L'histoire avait débuté sur une toute autre note: Andrés Manuel López Obrador s'était fait élire à la présidence du Mexique en 2018 sur la promesse de renvoyer les militaires dans leurs casernes, alors que les gouvernements précédents avaient déployé l'armée à travers le pays pour lutter contre les cartels.
Une fois élu, le président a fait marche arrière en créant une nouvelle institution militaire pour remplacer la police - la Garde nationale - et en faisant inscrire dans la Constitution la tâche d'assurer la sécurité publique confiée par les forces armées.
"La société se sent davantage en sécurité et mieux protégée lorsque cette mission est confiée à l'armée. Les gens perçoivent les soldats comme le peuple en uniforme. Cette réforme a permis de garantir la paix et la tranquillité à travers le Mexique", a justifié Andrés Manuel López Obrador dans un récent discours.
Or, loin de cette vision flatteuse de l'armée, le bilan des homicides depuis le début du mandat du président reflète une autre réalité: leur nombre s'est maintenu au-dessus des 30'000 chaque année et les opérations des cartels de la drogue ont prospéré.
Une armée "incorruptible"
La confiance manifestée par le président mexicain aux militaires en matière de sécurité s'étend à d'autres domaines. Progressivement, Andrés Manuel López Obrador leur a confié le contrôle des ports maritimes et des douanes pour des raisons de "sécurité nationale", puis la construction d'une quinzaine d'aéroports et de certains tronçons du train Maya, un coûteux projet de ligne ferroviaire controversé dans le sud-est du pays.

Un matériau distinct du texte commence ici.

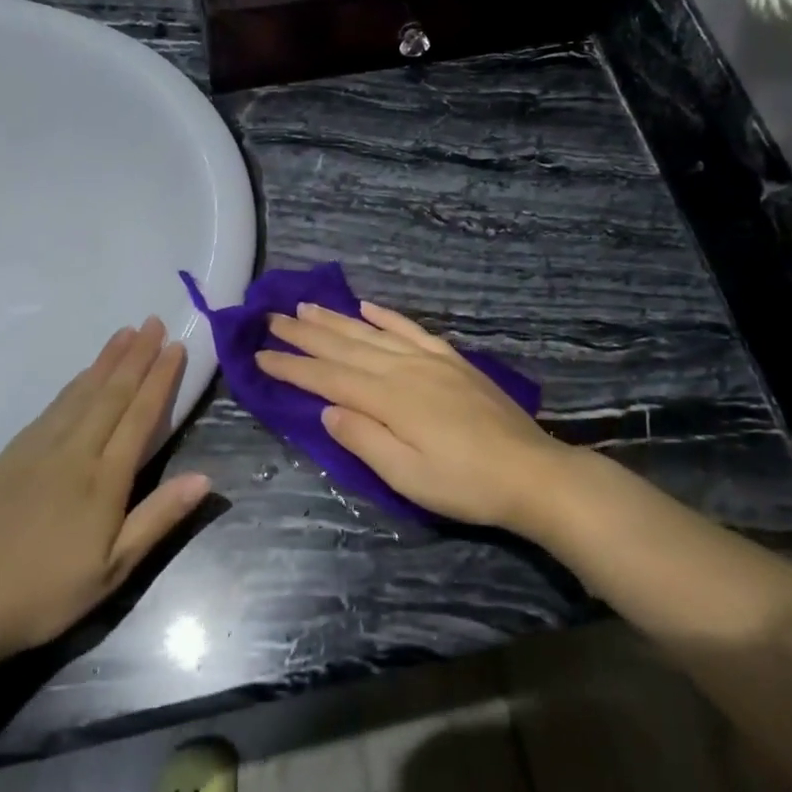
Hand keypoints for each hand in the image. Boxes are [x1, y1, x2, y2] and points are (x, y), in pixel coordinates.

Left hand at [0, 318, 211, 662]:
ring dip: (105, 361)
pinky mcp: (11, 454)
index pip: (139, 415)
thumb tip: (205, 478)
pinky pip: (52, 407)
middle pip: (111, 393)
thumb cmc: (46, 592)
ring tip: (123, 333)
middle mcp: (73, 452)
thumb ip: (158, 518)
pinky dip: (74, 384)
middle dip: (136, 355)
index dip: (160, 378)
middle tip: (153, 321)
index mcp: (103, 479)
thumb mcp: (114, 569)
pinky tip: (81, 376)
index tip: (176, 347)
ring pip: (80, 393)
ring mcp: (37, 448)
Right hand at [256, 301, 574, 535]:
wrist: (532, 472)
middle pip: (345, 347)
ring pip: (372, 332)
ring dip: (336, 319)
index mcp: (389, 399)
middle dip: (305, 334)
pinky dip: (387, 316)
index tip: (259, 355)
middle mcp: (404, 369)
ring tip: (306, 306)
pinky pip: (411, 330)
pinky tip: (368, 306)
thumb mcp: (407, 476)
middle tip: (271, 318)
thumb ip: (364, 439)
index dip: (292, 367)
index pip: (328, 378)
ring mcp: (430, 360)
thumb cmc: (465, 484)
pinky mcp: (452, 361)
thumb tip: (327, 409)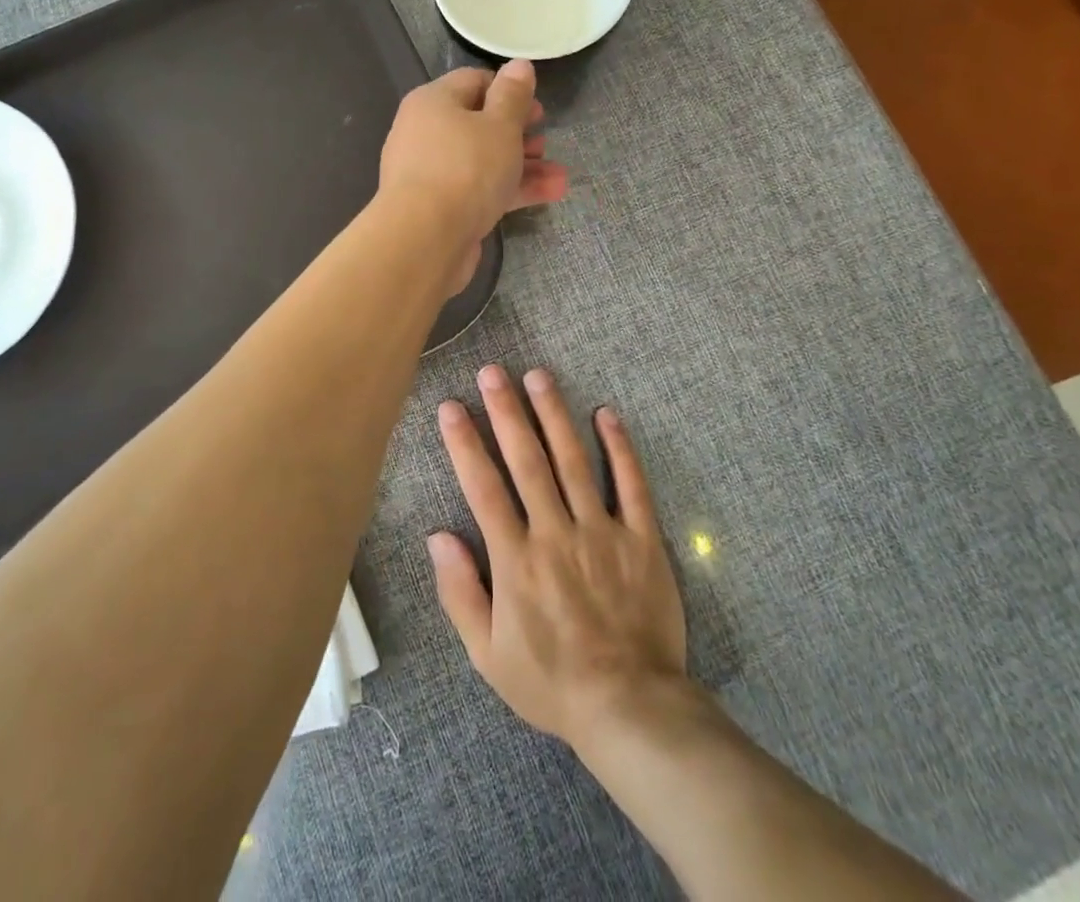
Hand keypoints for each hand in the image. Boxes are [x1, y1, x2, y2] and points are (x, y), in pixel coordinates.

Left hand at [379, 62, 567, 289]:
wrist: (425, 239)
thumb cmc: (466, 169)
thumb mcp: (500, 125)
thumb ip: (513, 95)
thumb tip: (519, 64)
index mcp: (433, 102)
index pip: (473, 82)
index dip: (508, 90)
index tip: (536, 107)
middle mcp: (426, 133)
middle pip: (478, 124)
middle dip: (519, 134)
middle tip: (545, 141)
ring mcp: (431, 173)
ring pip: (483, 161)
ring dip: (523, 166)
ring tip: (560, 176)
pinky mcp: (440, 208)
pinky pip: (479, 190)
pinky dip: (510, 190)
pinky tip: (549, 195)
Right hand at [427, 365, 686, 753]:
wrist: (630, 708)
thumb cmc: (551, 682)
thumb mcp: (487, 654)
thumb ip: (460, 592)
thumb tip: (437, 535)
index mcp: (516, 559)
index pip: (484, 487)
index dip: (465, 443)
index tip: (452, 406)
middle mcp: (556, 533)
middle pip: (527, 461)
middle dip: (506, 411)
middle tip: (493, 371)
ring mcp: (602, 531)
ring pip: (574, 461)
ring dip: (554, 415)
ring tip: (539, 375)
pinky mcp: (642, 538)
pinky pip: (631, 485)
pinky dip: (620, 448)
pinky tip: (606, 414)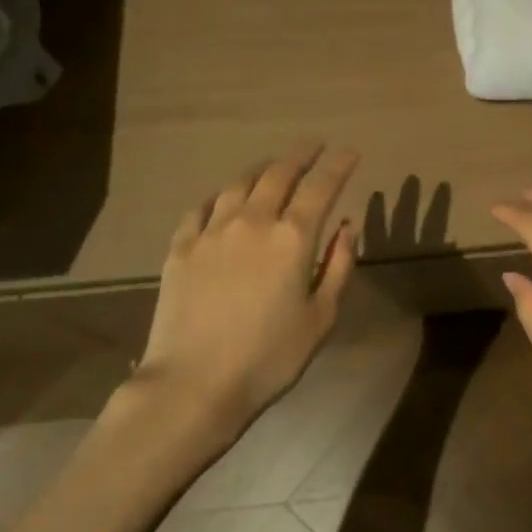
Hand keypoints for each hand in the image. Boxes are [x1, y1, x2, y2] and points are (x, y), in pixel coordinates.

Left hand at [131, 145, 360, 438]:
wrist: (192, 385)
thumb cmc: (268, 358)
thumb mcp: (320, 318)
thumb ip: (339, 266)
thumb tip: (348, 227)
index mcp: (293, 237)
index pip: (321, 186)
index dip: (338, 165)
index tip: (349, 151)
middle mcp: (253, 221)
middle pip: (279, 174)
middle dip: (301, 155)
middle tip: (314, 146)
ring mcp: (212, 231)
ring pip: (240, 183)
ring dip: (262, 168)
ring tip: (273, 165)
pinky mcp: (181, 247)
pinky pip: (202, 207)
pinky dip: (221, 195)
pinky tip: (224, 198)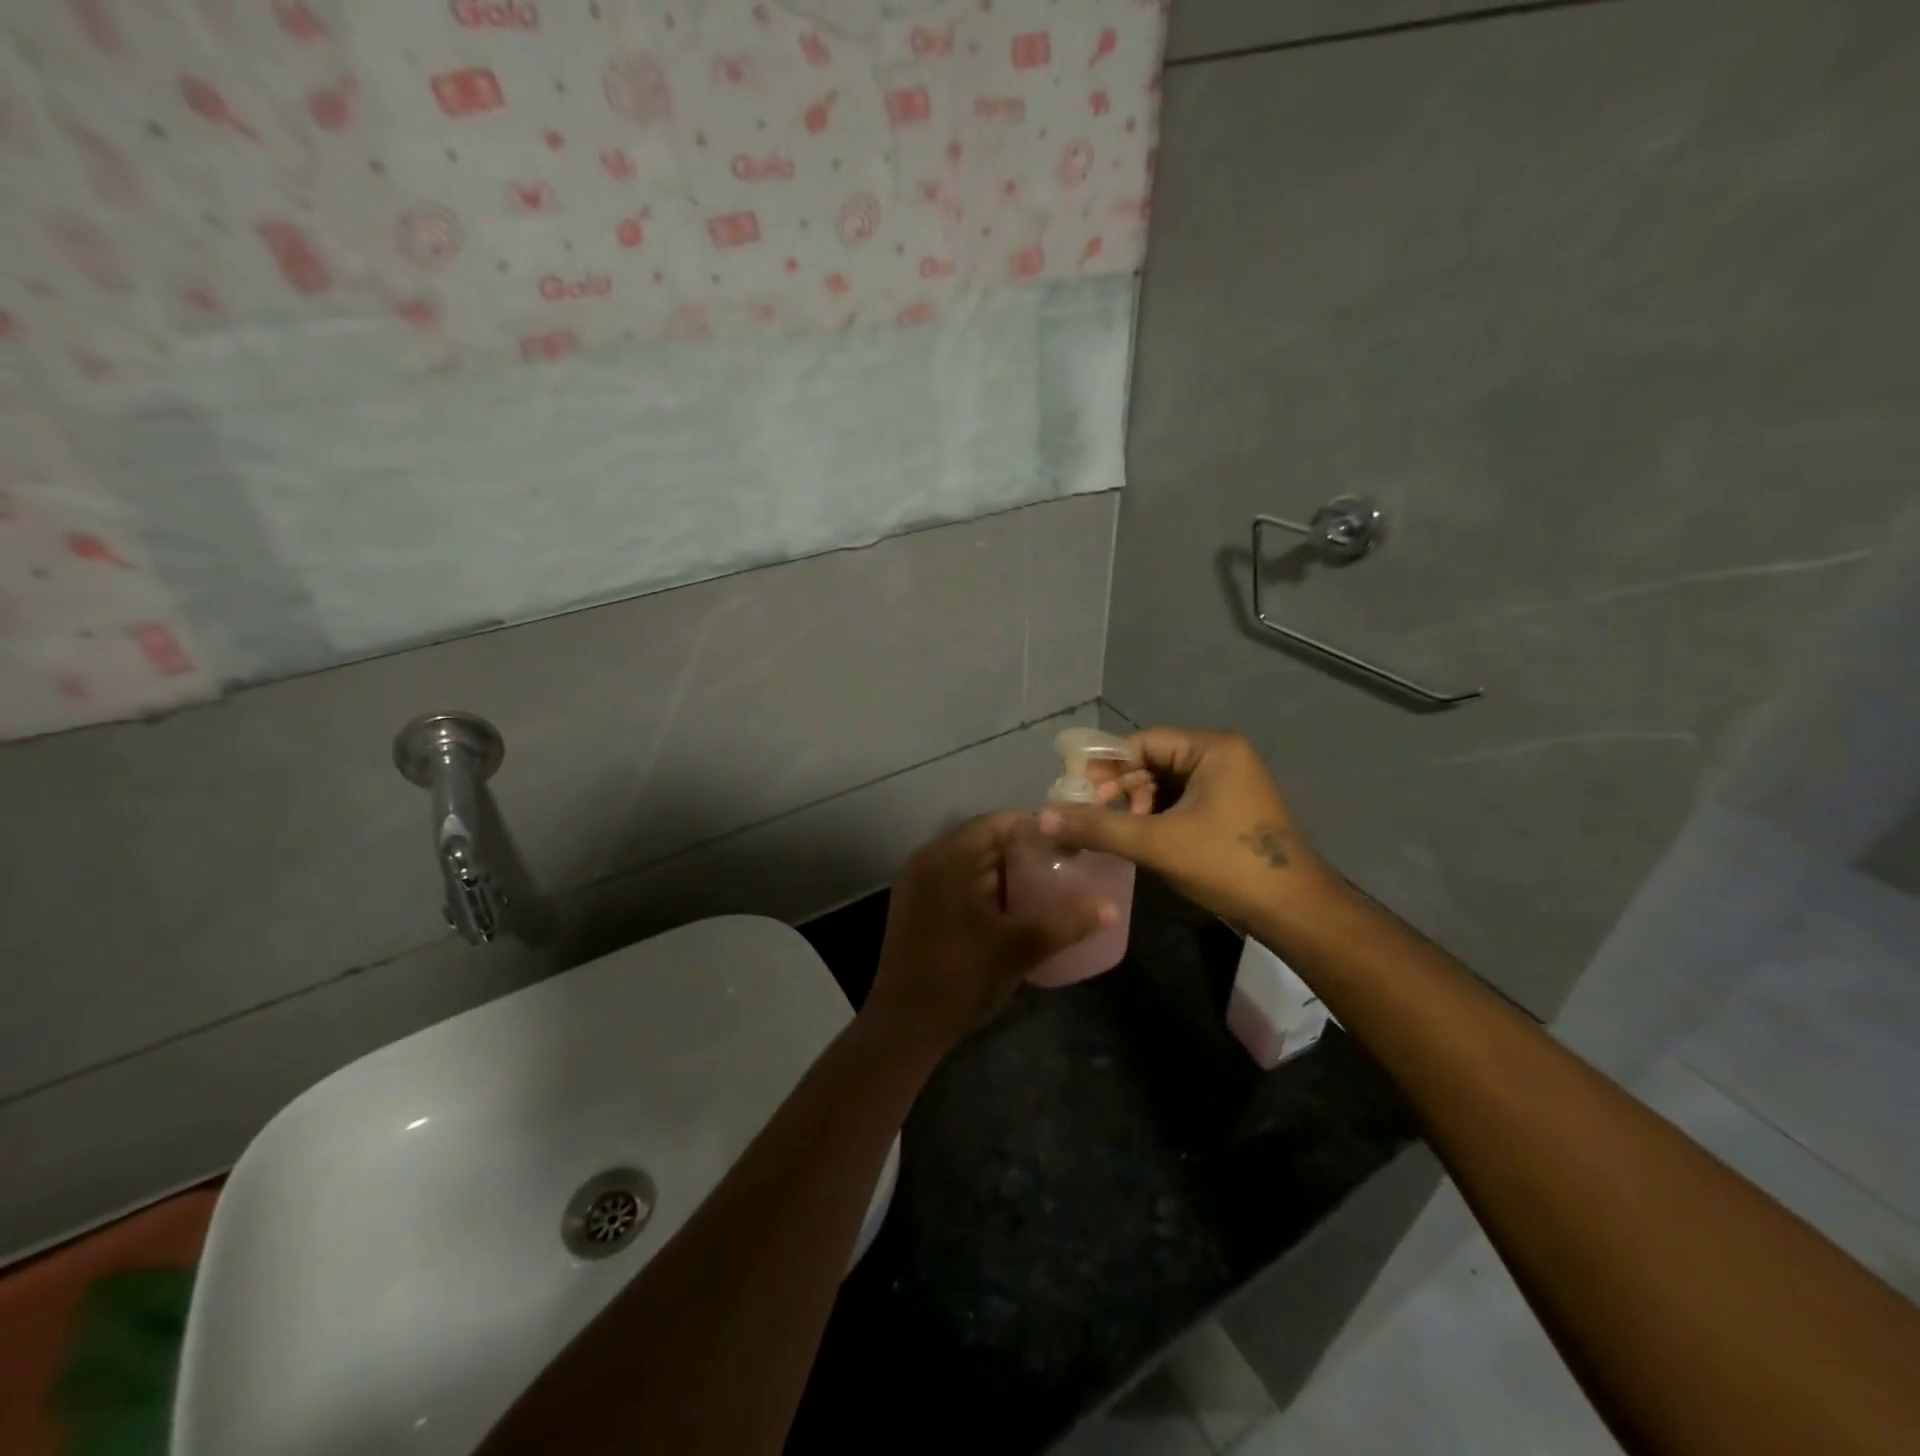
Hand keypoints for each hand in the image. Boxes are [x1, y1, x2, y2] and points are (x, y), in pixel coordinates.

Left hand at [864, 813, 1115, 1050]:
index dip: (1032, 828)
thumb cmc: (962, 975)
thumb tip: (1111, 908)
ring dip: (1004, 874)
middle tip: (1063, 865)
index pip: (995, 824)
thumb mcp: (1020, 947)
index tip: (1066, 840)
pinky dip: (985, 891)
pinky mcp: (915, 910)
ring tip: (1047, 887)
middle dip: (1022, 854)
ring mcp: (917, 887)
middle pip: (981, 844)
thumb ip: (1067, 923)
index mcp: (947, 858)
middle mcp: (927, 862)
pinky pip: (956, 886)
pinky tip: (1015, 911)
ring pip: (969, 867)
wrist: (906, 1025)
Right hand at [1039, 728, 1329, 929]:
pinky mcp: (1229, 811)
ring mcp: (1229, 784)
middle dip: (1120, 789)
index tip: (1077, 792)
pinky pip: (1180, 803)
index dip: (1105, 766)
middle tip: (1092, 816)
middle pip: (1152, 762)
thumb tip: (1044, 817)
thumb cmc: (1226, 864)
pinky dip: (1155, 818)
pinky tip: (1138, 840)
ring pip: (1165, 785)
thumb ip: (1098, 827)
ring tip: (1115, 832)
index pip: (1143, 742)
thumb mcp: (1156, 843)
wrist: (1293, 911)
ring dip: (1135, 806)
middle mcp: (1223, 757)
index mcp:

A l'inverse du reste de l'Amérique latine, où le pouvoir des forces armées est limité depuis que les dictatures militaires sont tombées, le Mexique considère l'armée comme la seule institution incorruptible, analyse Ramón Centeno, chercheur en sciences politiques de l'Université de Sonora.
"Selon le président, le néolibéralisme a perverti toutes les institutions de l'Etat mexicain, sauf l'armée. Dans sa vision, c'est l'une des seules, voire la seule institution qui s'est maintenue inaltérée", précise le chercheur dans l'émission Tout un monde de la RTS.
Le risque d'une force indépendante
Andrés Manuel López Obrador a petit à petit développé une fascination pour les militaires et leur confie désormais un rôle dans tous ses projets d'infrastructures.
L'armée est ainsi devenue une sorte de grande corporation, qui chapeaute plusieurs entreprises et gère des bénéfices. Au risque, selon Cristina Reyes, avocate au sein de l'organisation "Mexique uni contre le crime", qu'elle ne veuille plus céder le contrôle sur ces activités.
"En octroyant aux militaires de nouvelles fonctions, et surtout des entreprises qui leur permettent de générer leurs propres gains, on installe une force de plus en plus autonome et indépendante. Et cela n’est pas réversible. Les instances civiles ne pourront pas leur réclamer de comptes, il n'y aura pas moyen de leur ôter facilement ces pouvoirs."
Une garantie de postérité
Le pouvoir confié à l'armée permet au gouvernement d'avancer rapidement sur certains projets estimés comme vitaux par le président, alors que des groupes écologistes s'opposent aux chantiers du train Maya et des aéroports.
Andrés Manuel López Obrador souhaite que ces grandes infrastructures soient conclues à la fin de son mandat dans un an et opte donc pour la militarisation, relève Ramón Centeno. "Il a une ambition très claire: il veut passer à la postérité et utilise l'armée pour cela. Il classe ses grands projets comme des activités de sécurité nationale, cela permet de garantir leur exécution, malgré les mouvements de contestation."
Par ailleurs, le discours des républicains aux Etats-Unis, qui prônent une intervention armée au Mexique pour attaquer les cartels, renforce la vision du président mexicain d'une armée puissante et capable de défendre la souveraineté nationale et le territoire en cas d’intervention étrangère.